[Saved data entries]
::::::::::
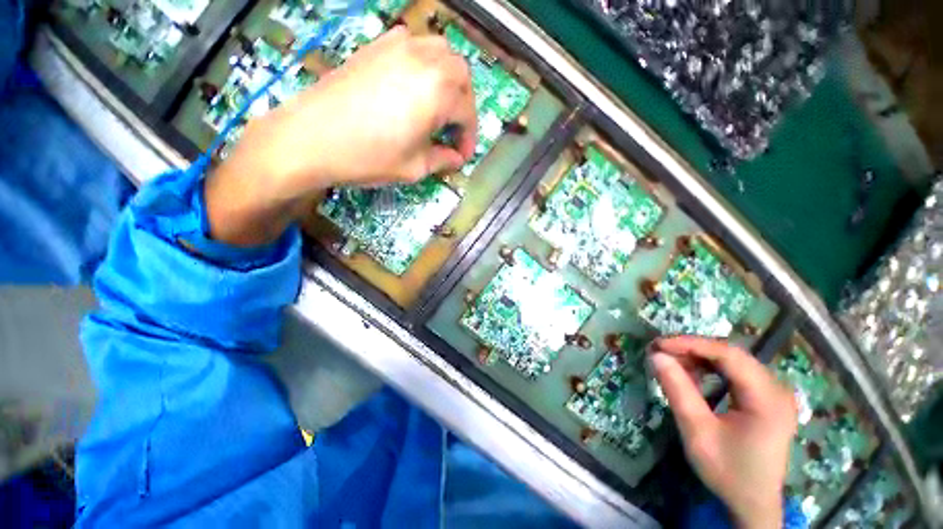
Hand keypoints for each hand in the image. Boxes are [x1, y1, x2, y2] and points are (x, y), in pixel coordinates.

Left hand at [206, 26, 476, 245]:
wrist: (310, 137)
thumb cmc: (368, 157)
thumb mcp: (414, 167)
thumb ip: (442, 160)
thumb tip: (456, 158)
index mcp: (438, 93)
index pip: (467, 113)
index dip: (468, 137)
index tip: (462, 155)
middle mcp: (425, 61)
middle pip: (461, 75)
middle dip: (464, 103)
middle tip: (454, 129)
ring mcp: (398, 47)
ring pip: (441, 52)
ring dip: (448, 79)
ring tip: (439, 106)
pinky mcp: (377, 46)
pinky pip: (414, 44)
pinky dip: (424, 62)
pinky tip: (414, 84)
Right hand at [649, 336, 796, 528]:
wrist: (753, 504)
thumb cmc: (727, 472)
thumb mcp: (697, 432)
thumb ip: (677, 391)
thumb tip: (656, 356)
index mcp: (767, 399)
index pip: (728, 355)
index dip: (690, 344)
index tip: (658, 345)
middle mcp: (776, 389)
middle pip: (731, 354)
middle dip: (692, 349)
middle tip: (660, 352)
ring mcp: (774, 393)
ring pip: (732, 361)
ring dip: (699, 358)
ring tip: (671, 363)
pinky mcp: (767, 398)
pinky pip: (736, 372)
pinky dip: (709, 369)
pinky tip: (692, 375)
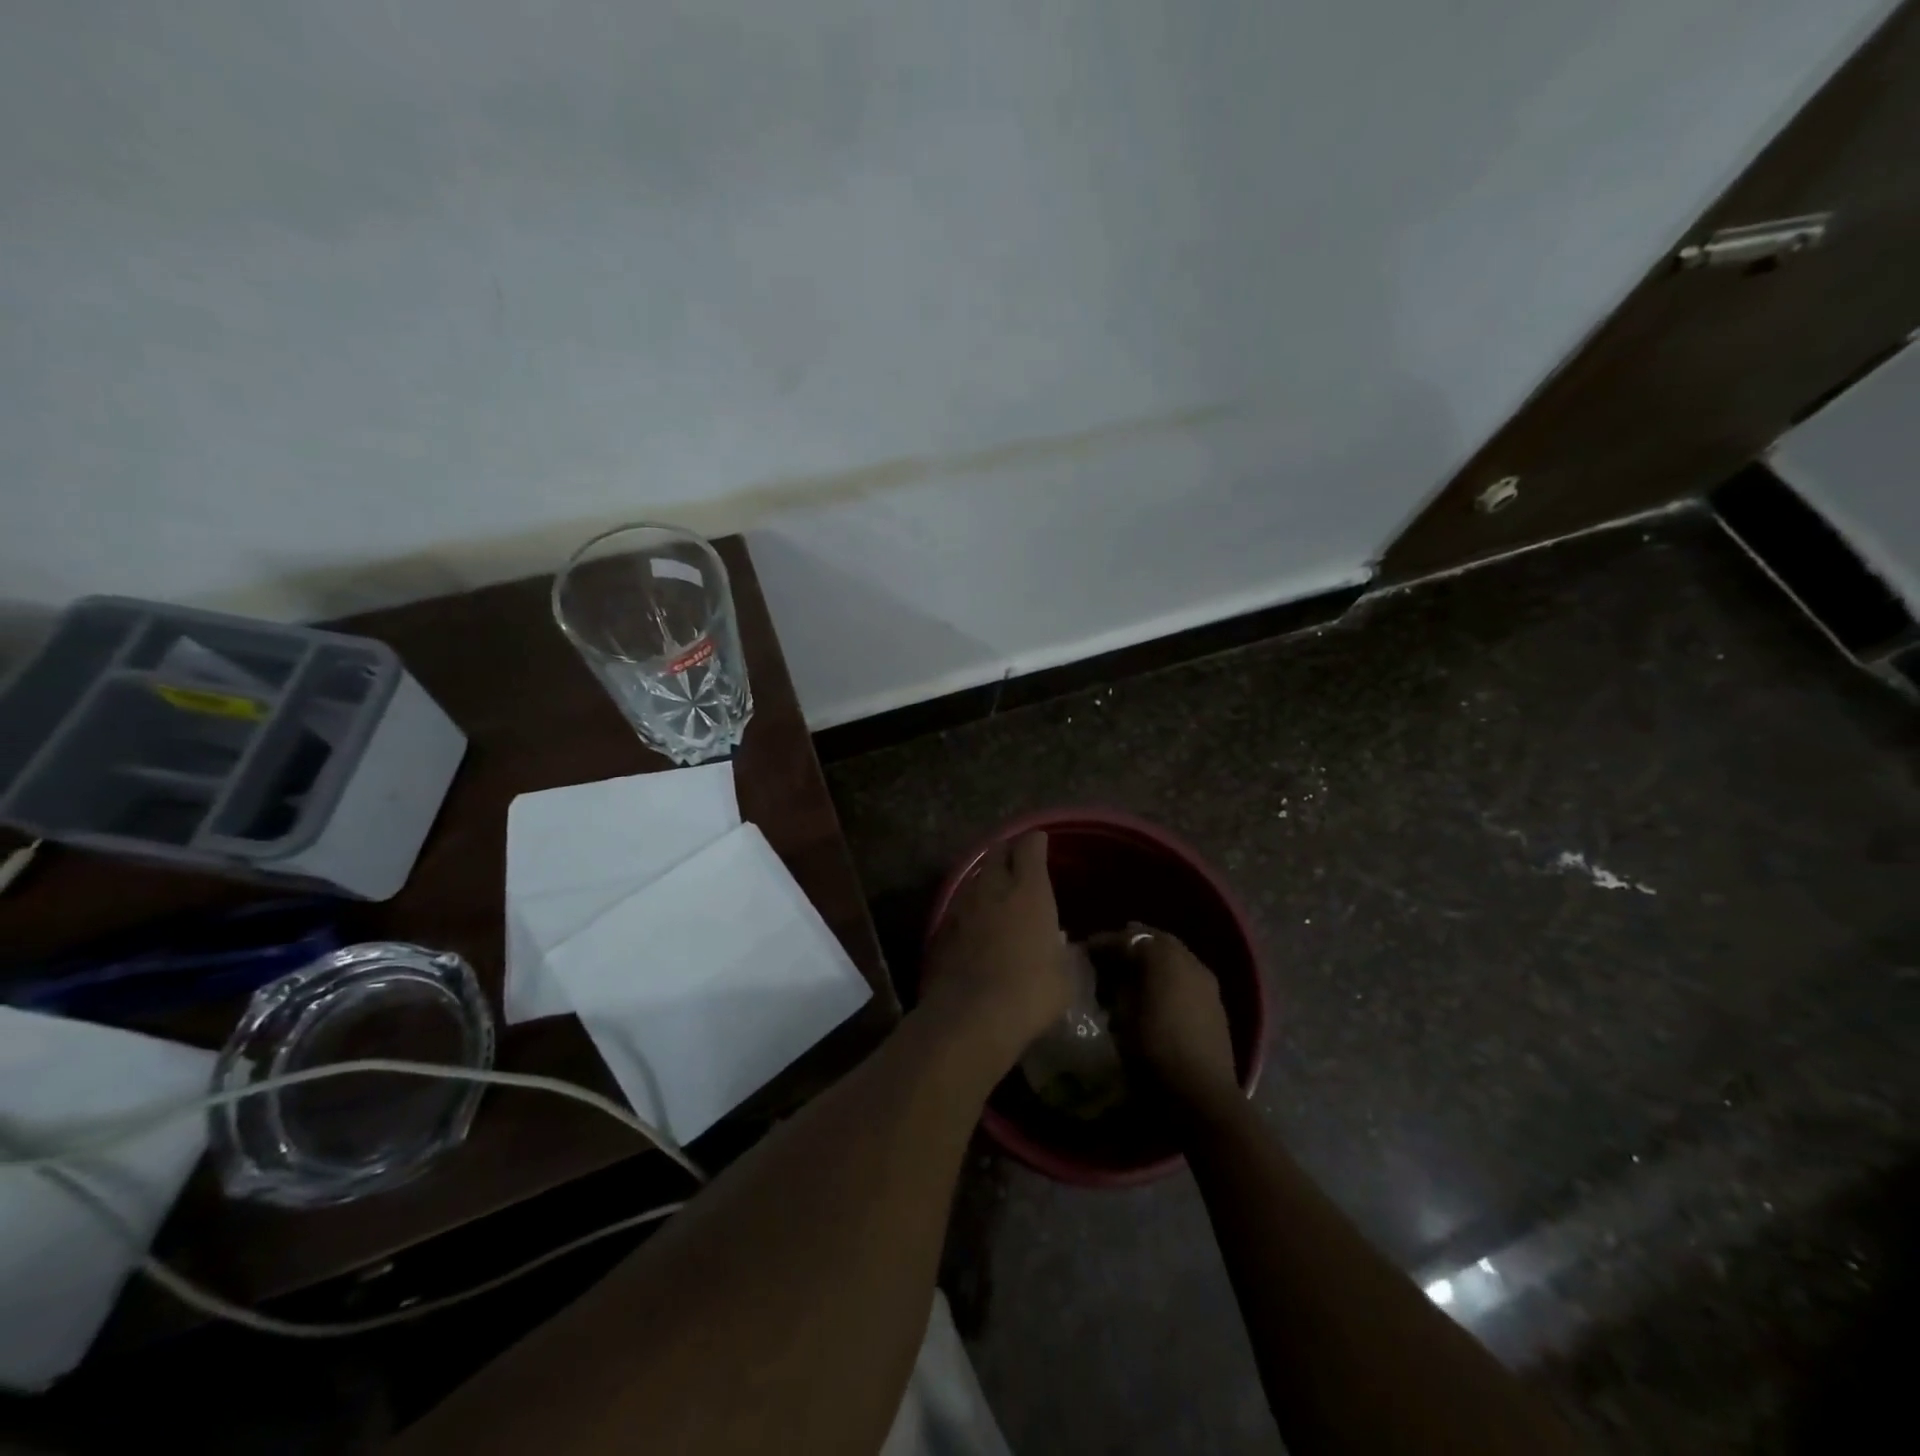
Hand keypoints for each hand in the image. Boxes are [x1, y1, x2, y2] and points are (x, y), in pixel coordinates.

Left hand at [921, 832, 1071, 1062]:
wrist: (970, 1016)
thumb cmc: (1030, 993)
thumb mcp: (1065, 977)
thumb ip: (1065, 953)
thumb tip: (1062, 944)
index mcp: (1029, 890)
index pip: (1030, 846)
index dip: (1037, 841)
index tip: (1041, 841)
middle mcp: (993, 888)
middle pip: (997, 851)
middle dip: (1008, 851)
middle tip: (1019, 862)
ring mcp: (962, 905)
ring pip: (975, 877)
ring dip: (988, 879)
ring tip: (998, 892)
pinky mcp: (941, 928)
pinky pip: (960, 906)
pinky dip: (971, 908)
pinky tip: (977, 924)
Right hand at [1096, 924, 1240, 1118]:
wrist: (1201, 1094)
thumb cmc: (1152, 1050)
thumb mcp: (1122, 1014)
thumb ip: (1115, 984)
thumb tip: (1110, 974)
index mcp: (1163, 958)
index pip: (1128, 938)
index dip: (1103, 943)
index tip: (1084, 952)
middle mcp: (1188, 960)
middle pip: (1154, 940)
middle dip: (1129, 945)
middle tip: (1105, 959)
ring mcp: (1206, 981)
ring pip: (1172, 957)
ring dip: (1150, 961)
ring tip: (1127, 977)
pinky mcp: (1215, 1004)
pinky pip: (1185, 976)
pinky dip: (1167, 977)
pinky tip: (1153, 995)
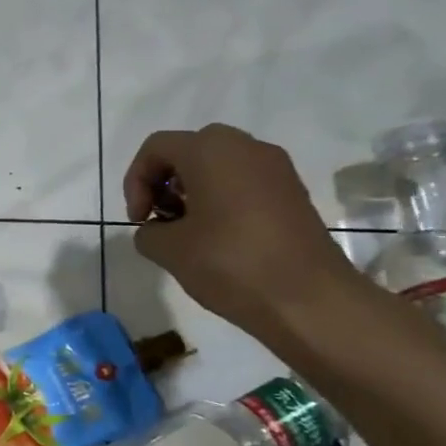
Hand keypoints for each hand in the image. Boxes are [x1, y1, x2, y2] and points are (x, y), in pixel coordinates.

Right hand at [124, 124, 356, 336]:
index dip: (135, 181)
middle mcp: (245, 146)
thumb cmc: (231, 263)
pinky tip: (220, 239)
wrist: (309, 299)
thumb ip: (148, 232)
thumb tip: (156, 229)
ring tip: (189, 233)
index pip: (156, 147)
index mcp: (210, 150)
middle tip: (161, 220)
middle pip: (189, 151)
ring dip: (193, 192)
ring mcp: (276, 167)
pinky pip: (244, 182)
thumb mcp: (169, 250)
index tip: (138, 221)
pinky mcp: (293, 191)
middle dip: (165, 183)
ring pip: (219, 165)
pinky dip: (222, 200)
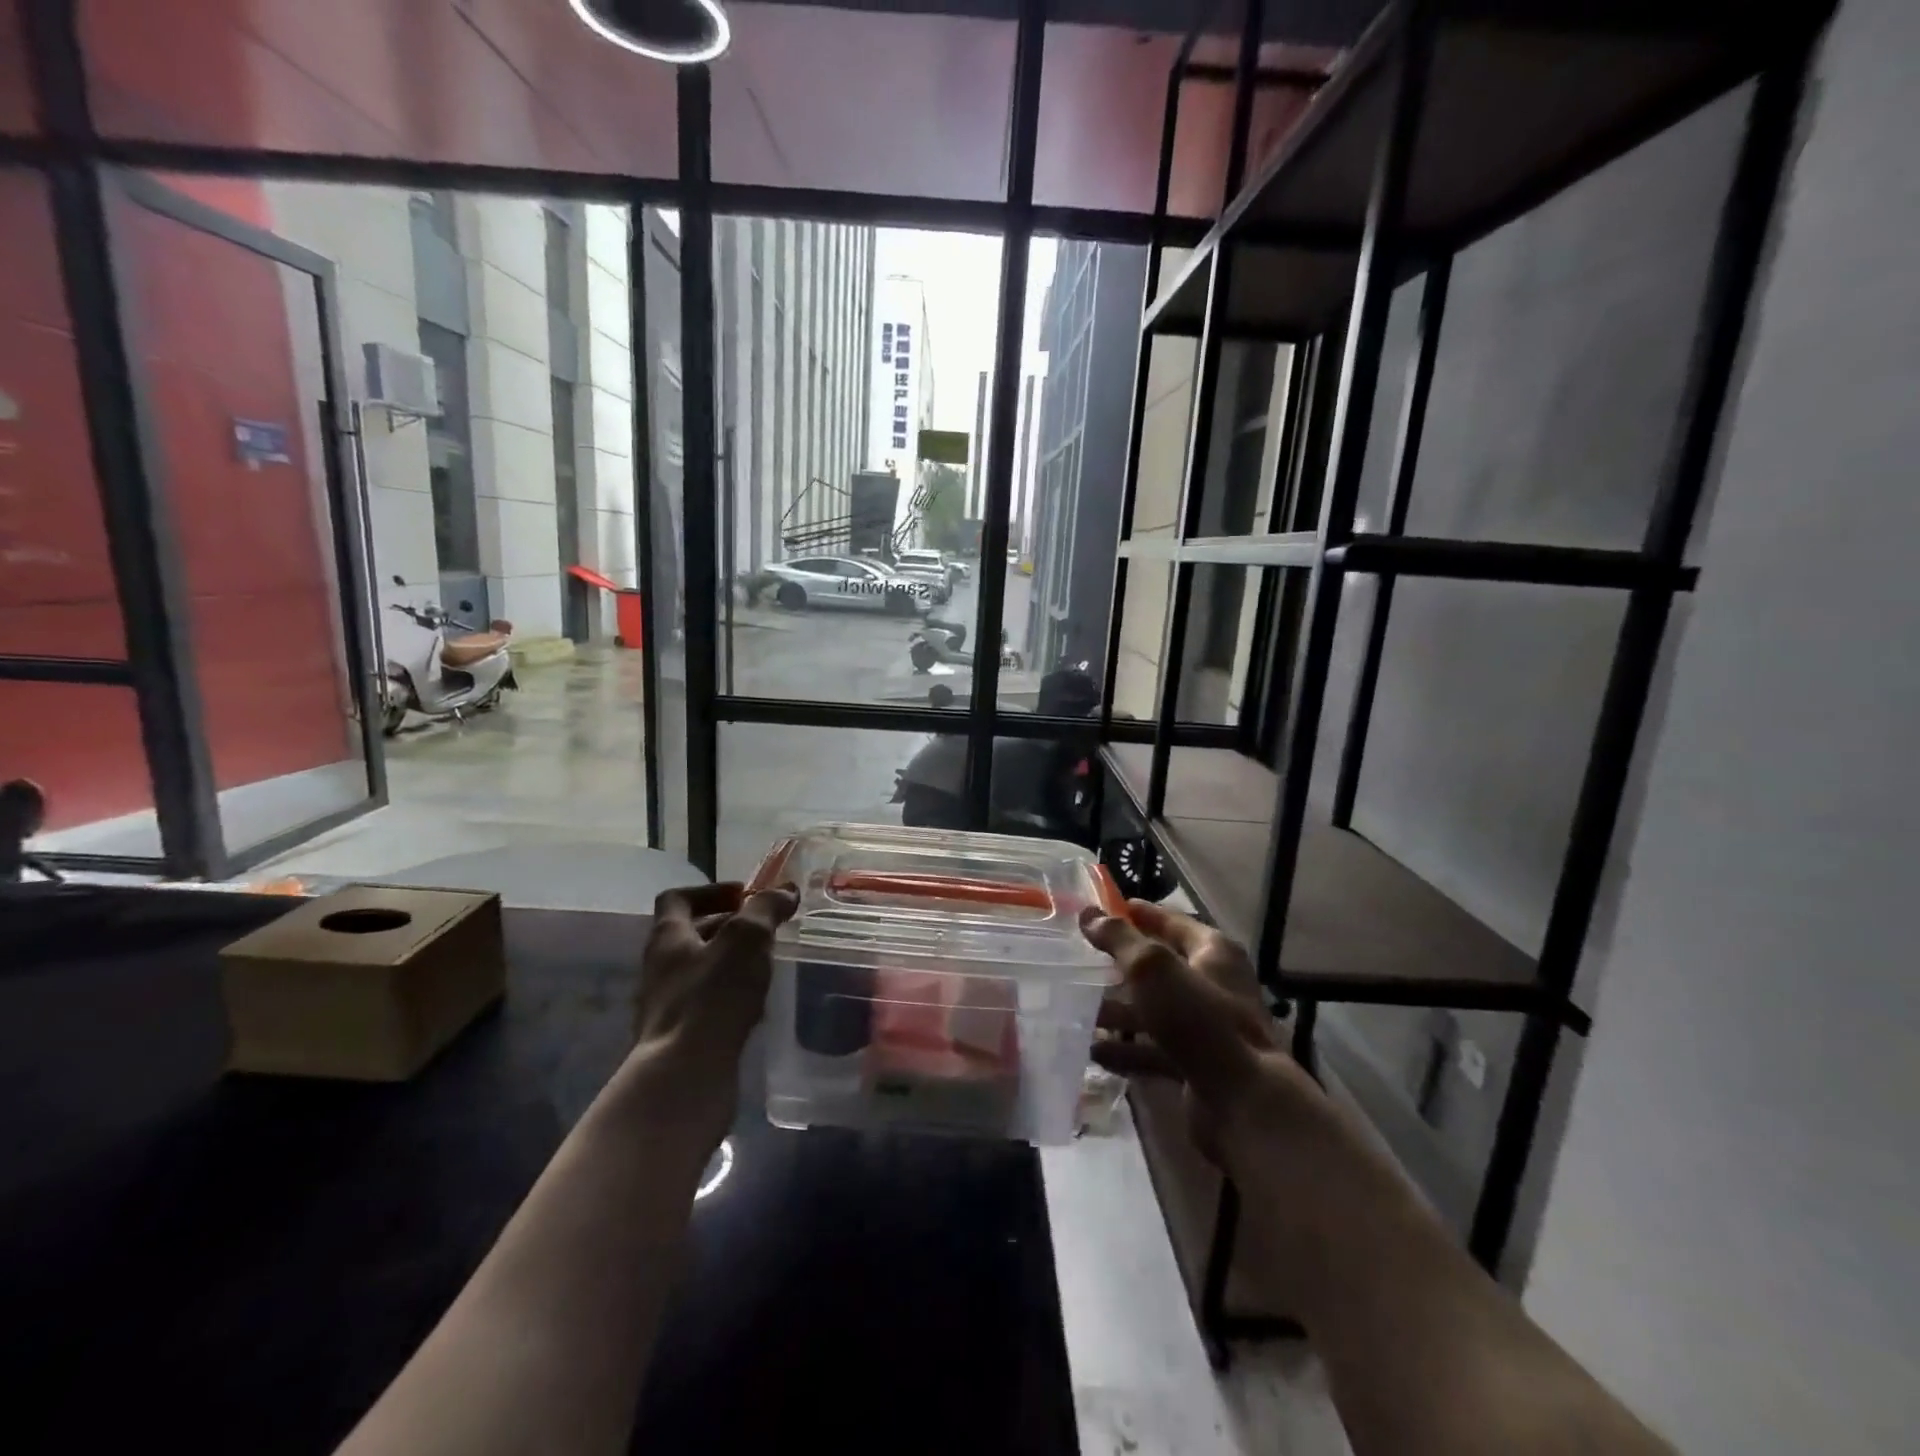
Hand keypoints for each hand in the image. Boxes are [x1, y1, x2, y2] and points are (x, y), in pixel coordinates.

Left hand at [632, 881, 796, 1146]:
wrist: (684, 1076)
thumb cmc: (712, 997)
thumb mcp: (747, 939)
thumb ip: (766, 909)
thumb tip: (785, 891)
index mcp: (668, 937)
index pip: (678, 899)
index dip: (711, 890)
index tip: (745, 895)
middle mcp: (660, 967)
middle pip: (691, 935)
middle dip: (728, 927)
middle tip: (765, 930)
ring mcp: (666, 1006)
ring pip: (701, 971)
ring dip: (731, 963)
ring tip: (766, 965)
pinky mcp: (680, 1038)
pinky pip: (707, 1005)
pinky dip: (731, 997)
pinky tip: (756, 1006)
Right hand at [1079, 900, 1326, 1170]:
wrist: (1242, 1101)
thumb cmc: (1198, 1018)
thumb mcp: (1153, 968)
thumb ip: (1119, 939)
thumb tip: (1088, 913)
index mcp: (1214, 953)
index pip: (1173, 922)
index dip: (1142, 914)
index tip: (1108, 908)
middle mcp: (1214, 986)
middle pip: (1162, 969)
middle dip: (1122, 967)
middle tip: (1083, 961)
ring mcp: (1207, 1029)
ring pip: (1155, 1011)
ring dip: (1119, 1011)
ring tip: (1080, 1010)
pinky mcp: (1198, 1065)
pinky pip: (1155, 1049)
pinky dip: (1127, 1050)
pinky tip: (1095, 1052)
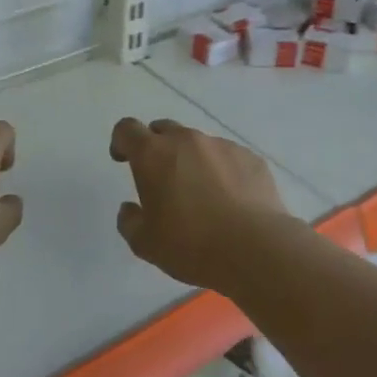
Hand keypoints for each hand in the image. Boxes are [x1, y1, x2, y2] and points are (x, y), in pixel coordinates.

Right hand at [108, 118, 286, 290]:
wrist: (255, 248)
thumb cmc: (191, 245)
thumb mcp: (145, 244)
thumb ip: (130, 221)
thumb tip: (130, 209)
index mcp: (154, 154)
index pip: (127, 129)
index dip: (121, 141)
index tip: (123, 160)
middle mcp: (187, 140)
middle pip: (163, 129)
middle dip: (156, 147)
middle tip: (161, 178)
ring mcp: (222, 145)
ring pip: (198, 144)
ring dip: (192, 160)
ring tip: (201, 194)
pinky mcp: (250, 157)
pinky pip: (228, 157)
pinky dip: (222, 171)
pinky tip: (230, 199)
::::::::::
Task prompt: Return the records word for word, leaving every picture out of the copy.

Solution to the exercise:
Hand keypoints for each hand in the image. Boxes are [x1, y1, x2, y2] and points are (x, y), in pixel coordinates.

Left hand at [206, 26, 476, 245]:
wrist: (310, 137)
thumb cmc: (368, 157)
thumb mcp: (414, 167)
thumb ip: (442, 160)
thumb tip: (456, 158)
index mcp: (438, 93)
index pip: (467, 113)
index dip: (468, 137)
index tip: (462, 155)
middle mcp: (425, 61)
middle pip: (461, 75)
middle dip: (464, 103)
middle tip: (454, 129)
ring mcp: (398, 47)
ring pip: (441, 52)
ring dip: (448, 79)
ring tip: (439, 106)
pinky mcp: (377, 46)
pinky pip: (414, 44)
pinky dip: (424, 62)
pinky tip: (414, 84)
Right hand at [649, 336, 796, 528]:
wrist: (753, 504)
thumb cmc: (727, 472)
thumb mcp: (697, 432)
thumb ip: (677, 391)
thumb tip: (656, 356)
index mcp: (767, 399)
index pip: (728, 355)
index dip: (690, 344)
index tip: (658, 345)
middle mcp: (776, 389)
middle pip: (731, 354)
middle dip: (692, 349)
middle tip: (660, 352)
ring mcp: (774, 393)
ring pip: (732, 361)
ring dip: (699, 358)
ring tip: (671, 363)
pinky mcp: (767, 398)
pinky pip: (736, 372)
pinky dip: (709, 369)
pinky tip: (692, 375)
Hand keypoints for each hand in the image. Boxes are [x1, y1, x2, y2] and points are (x, y), in pixel coordinates.

Left hand at [921, 832, 1071, 1062]:
wrist: (970, 1016)
thumb cmc: (1030, 993)
thumb mcp: (1065, 977)
thumb ip: (1065, 953)
thumb tip: (1062, 944)
index mcp: (1029, 890)
index pip: (1030, 846)
index dip: (1037, 841)
index tip: (1041, 841)
middle mcp: (993, 888)
middle pip: (997, 851)
middle dip: (1008, 851)
middle tip: (1019, 862)
ring mcp: (962, 905)
ring pip: (975, 877)
ring dip: (988, 879)
ring tip: (998, 892)
pinky mcp: (941, 928)
pinky pip: (960, 906)
pinky dip: (971, 908)
pinky tip: (977, 924)
Right hand at [1096, 924, 1240, 1118]:
wrist: (1201, 1094)
thumb cmc: (1152, 1050)
thumb mcp: (1122, 1014)
thumb ip: (1115, 984)
thumb tip: (1110, 974)
index mcp: (1163, 958)
index pip: (1128, 938)
index dip: (1103, 943)
index tip: (1084, 952)
middle mcp: (1188, 960)
middle pip: (1154, 940)
middle dip: (1129, 945)
middle tip: (1105, 959)
ring mcp: (1206, 981)
ring pip: (1172, 957)
ring dip: (1150, 961)
ring tip: (1127, 977)
pinky mcp: (1215, 1004)
pinky pip: (1185, 976)
pinky dip: (1167, 977)
pinky tip: (1153, 995)
Hand keypoints for each hand in the image. Boxes are [x1, y1, x2, y2] and points are (x, y), in pixel coordinates.

Right hand at [124, 124, 356, 336]:
index dip: (135, 181)
middle mcp: (245, 146)
thumb cmc: (231, 263)
pinky tip: (220, 239)
wrist: (309, 299)
thumb ip: (148, 232)
thumb tip: (156, 229)
ring tip: (189, 233)
index pip: (156, 147)
index mcp: (210, 150)
middle tip: (161, 220)
middle pip: (189, 151)
ring dip: (193, 192)
ring mcp: (276, 167)
pinky pip: (244, 182)
thumb mcp: (169, 250)
index tip: (138, 221)
pinky mcp: (293, 191)
middle dip: (165, 183)
ring pip: (219, 165)
pinky dip: (222, 200)
Hand keypoints for each hand in the image. Boxes are [x1, y1, x2, y2] and points are (x, y), in pixel coordinates.

Left hand at [632, 881, 796, 1146]:
wrist: (684, 1076)
thumb cmc: (712, 997)
thumb mcp: (747, 939)
thumb ip: (766, 909)
thumb tip: (785, 891)
index mcp: (668, 937)
index pip: (678, 899)
index dip: (711, 890)
index tip: (745, 895)
middle mcp: (660, 967)
middle pip: (691, 935)
middle dip: (728, 927)
middle tip: (765, 930)
ring mcp: (666, 1006)
ring pip: (701, 971)
ring dip: (731, 963)
ring tip: (766, 965)
pinky mcp: (680, 1038)
pinky pip: (707, 1005)
pinky dip: (731, 997)
pinky tip: (756, 1006)
Right hand at [1079, 900, 1326, 1170]:
wrist: (1242, 1101)
thumb cmc: (1198, 1018)
thumb mcp: (1153, 968)
thumb ip: (1119, 939)
thumb tip: (1088, 913)
index mcp: (1214, 953)
index pip: (1173, 922)
index dip: (1142, 914)
index tip: (1108, 908)
middle mcp: (1214, 986)
middle pip: (1162, 969)
middle dip: (1122, 967)
middle tip: (1083, 961)
ring mcp: (1207, 1029)
ring pip: (1155, 1011)
ring dip: (1119, 1011)
ring tip: (1080, 1010)
pinky mcp: (1198, 1065)
pinky pip: (1155, 1049)
pinky dip: (1127, 1050)
pinky tip: (1095, 1052)
Hand keypoints for each hand in the image. Boxes are [x1, y1, x2, y2] and points are (x, y), in pixel coordinates.

Right hand at [108, 118, 286, 290]:
wrist: (255, 248)
thumb cmc: (191, 245)
thumb mcp: (145, 244)
thumb ip: (130, 221)
thumb tip: (130, 209)
index mcp: (154, 154)
index pip: (127, 129)
index dip: (121, 141)
index tip: (123, 160)
middle mcp: (187, 140)
middle pip: (163, 129)
middle dip: (156, 147)
middle tip: (161, 178)
ring mcp: (222, 145)
ring pip: (198, 144)
ring dip: (192, 160)
ring tip: (201, 194)
pinky mcp: (250, 157)
pinky pip: (228, 157)
pinky dip: (222, 171)
pinky tip: (230, 199)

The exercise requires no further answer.